There wasn’t. Apollo lurched out of hyperspace and into still, silent darkness.
“Stay frosty,” Ellis growled, glaring out at the starfield. “We thought it was gonna be quiet last time, too. Meyers?”
“Yessir?”
“Full sweep. Deacon, shut down the main drives. Thrusters only while we try and shed some heat.”
Deacon tapped at his control board, and Ellis heard the faint grumble of the drives attenuate as they were throttled back. Apollo still had plenty of forward momentum, even after leaving most of its velocity in hyperspace, and would continue to coast forwards forever until some other force was applied to it. That suited Ellis just fine for now: the heat from the main drives would light Apollo up like a torch against the freezing background temperatures of space, and while the battlecruiser could never shed enough thermal energy to become invisible, every degree lost could be an advantage, however slight.
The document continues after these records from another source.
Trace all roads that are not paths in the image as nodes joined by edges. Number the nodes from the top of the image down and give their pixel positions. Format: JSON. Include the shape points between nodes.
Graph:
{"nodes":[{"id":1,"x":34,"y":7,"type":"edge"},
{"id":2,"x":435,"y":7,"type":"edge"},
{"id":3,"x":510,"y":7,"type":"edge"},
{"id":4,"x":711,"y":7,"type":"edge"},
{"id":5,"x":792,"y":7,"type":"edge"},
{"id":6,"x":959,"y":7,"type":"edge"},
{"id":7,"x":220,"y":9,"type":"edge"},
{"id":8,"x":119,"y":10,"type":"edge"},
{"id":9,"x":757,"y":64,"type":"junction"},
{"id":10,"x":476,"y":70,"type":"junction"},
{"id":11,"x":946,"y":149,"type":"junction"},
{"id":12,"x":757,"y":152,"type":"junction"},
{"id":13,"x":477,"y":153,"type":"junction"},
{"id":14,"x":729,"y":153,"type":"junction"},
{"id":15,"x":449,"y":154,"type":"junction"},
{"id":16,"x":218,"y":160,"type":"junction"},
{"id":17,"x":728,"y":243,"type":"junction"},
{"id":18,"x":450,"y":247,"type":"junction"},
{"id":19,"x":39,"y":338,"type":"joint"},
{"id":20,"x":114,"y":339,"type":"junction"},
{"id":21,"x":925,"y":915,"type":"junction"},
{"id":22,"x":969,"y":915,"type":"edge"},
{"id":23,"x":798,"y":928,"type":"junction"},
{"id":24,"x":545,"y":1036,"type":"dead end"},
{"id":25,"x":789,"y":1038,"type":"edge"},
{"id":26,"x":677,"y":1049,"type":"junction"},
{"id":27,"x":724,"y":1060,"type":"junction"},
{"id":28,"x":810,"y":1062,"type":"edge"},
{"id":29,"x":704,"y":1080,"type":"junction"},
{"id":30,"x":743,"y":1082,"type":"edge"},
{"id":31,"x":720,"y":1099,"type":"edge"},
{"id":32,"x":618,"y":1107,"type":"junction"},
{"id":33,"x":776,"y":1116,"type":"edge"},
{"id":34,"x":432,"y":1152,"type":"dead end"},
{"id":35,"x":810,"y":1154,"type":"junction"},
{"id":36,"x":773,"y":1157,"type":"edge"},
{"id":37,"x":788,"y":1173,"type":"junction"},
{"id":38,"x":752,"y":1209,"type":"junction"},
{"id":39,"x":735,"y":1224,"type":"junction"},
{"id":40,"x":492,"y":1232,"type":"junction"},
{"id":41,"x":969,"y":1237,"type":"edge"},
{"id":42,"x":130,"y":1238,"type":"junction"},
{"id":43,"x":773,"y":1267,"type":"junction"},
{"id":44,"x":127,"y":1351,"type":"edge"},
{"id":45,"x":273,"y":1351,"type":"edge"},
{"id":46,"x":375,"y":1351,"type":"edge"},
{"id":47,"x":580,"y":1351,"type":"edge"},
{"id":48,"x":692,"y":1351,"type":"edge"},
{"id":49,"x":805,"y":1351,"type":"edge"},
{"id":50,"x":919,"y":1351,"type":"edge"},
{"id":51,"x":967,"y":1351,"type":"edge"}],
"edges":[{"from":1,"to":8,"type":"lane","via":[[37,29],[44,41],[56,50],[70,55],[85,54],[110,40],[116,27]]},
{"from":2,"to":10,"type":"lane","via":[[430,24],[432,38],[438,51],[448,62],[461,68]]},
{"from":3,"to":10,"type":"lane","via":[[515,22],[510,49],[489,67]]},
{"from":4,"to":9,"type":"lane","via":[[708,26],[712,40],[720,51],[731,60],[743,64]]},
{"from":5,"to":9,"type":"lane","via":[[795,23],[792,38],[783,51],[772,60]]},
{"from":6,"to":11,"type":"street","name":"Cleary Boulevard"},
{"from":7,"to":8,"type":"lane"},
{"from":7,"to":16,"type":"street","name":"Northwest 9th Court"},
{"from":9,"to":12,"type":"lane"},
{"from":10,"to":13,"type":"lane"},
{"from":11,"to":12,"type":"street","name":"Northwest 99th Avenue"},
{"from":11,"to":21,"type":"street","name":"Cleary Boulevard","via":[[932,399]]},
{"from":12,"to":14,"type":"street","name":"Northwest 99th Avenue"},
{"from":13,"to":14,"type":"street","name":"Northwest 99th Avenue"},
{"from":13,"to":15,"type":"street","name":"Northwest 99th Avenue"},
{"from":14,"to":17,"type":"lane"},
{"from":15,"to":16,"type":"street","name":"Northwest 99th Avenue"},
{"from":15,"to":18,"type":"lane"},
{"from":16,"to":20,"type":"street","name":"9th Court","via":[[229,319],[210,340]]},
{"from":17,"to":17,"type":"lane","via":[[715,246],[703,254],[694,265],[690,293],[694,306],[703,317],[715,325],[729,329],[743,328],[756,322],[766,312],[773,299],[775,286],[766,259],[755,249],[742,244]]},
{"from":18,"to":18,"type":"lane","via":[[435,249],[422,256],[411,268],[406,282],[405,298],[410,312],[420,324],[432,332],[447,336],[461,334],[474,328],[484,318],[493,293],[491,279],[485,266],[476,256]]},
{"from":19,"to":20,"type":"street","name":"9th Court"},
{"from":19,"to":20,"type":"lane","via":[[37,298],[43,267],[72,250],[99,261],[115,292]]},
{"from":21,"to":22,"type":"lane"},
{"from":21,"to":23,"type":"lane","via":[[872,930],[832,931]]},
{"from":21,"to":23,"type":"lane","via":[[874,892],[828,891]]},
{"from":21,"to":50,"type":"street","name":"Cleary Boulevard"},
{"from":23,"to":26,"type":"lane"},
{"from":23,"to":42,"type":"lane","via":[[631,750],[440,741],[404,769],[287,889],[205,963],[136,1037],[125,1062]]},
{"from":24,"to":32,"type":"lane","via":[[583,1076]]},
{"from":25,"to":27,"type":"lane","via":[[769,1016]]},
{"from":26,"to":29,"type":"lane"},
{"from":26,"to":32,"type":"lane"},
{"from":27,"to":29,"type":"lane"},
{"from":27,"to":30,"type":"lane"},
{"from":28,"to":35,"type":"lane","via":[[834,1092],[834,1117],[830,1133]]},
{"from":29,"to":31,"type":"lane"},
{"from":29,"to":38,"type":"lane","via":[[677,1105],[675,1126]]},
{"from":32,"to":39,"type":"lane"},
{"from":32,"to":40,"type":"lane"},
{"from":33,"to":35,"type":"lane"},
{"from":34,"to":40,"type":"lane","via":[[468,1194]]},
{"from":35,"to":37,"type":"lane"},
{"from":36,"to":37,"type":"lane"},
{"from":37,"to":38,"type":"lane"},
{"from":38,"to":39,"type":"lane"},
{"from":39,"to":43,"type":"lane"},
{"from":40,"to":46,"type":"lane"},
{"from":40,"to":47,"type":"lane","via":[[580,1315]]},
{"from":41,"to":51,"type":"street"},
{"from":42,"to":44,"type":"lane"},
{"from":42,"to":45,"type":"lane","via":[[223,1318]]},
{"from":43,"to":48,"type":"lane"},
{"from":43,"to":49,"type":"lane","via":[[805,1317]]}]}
Trying to stealth any kind of ship without a cloaking field was damn near impossible; Ellis was all too aware of that. But he wasn’t going to advertise his presence in the system any more than he could help. Besides, if trouble did arise, Apollo’s main engines could be brought back online within moments.
“Meyers, how’s that sweep coming along?”
“Still building up a picture, sir, but no significant returns yet. So far, it looks like we’re all alone out here.”
“Just how I like it. Okay, let’s get McKay’s program running.”
Behind him, two technicians began the process of loading Rodney McKay’s guidance program into Apollo’s computers. The stealth sensors, still chilling on their racks down in the bomb bay, needed to be dropped at a very precise location in the system. Their operational range was vast, several Astronomical Units in radius, but the arrays needed to mimic the orbits of existing debris. McKay’s program would, the scientist had claimed, take charge of Apollo’s own sensors, map out a gravitational diagram of the system in precise detail, and work out exactly where to drop the sensors. McKay had boasted of the program being accurate to within ten kilometers, but Ellis wasn’t buying that. Still, on an interplanetary scale, even distances in the thousands of kilometers became vanishingly small.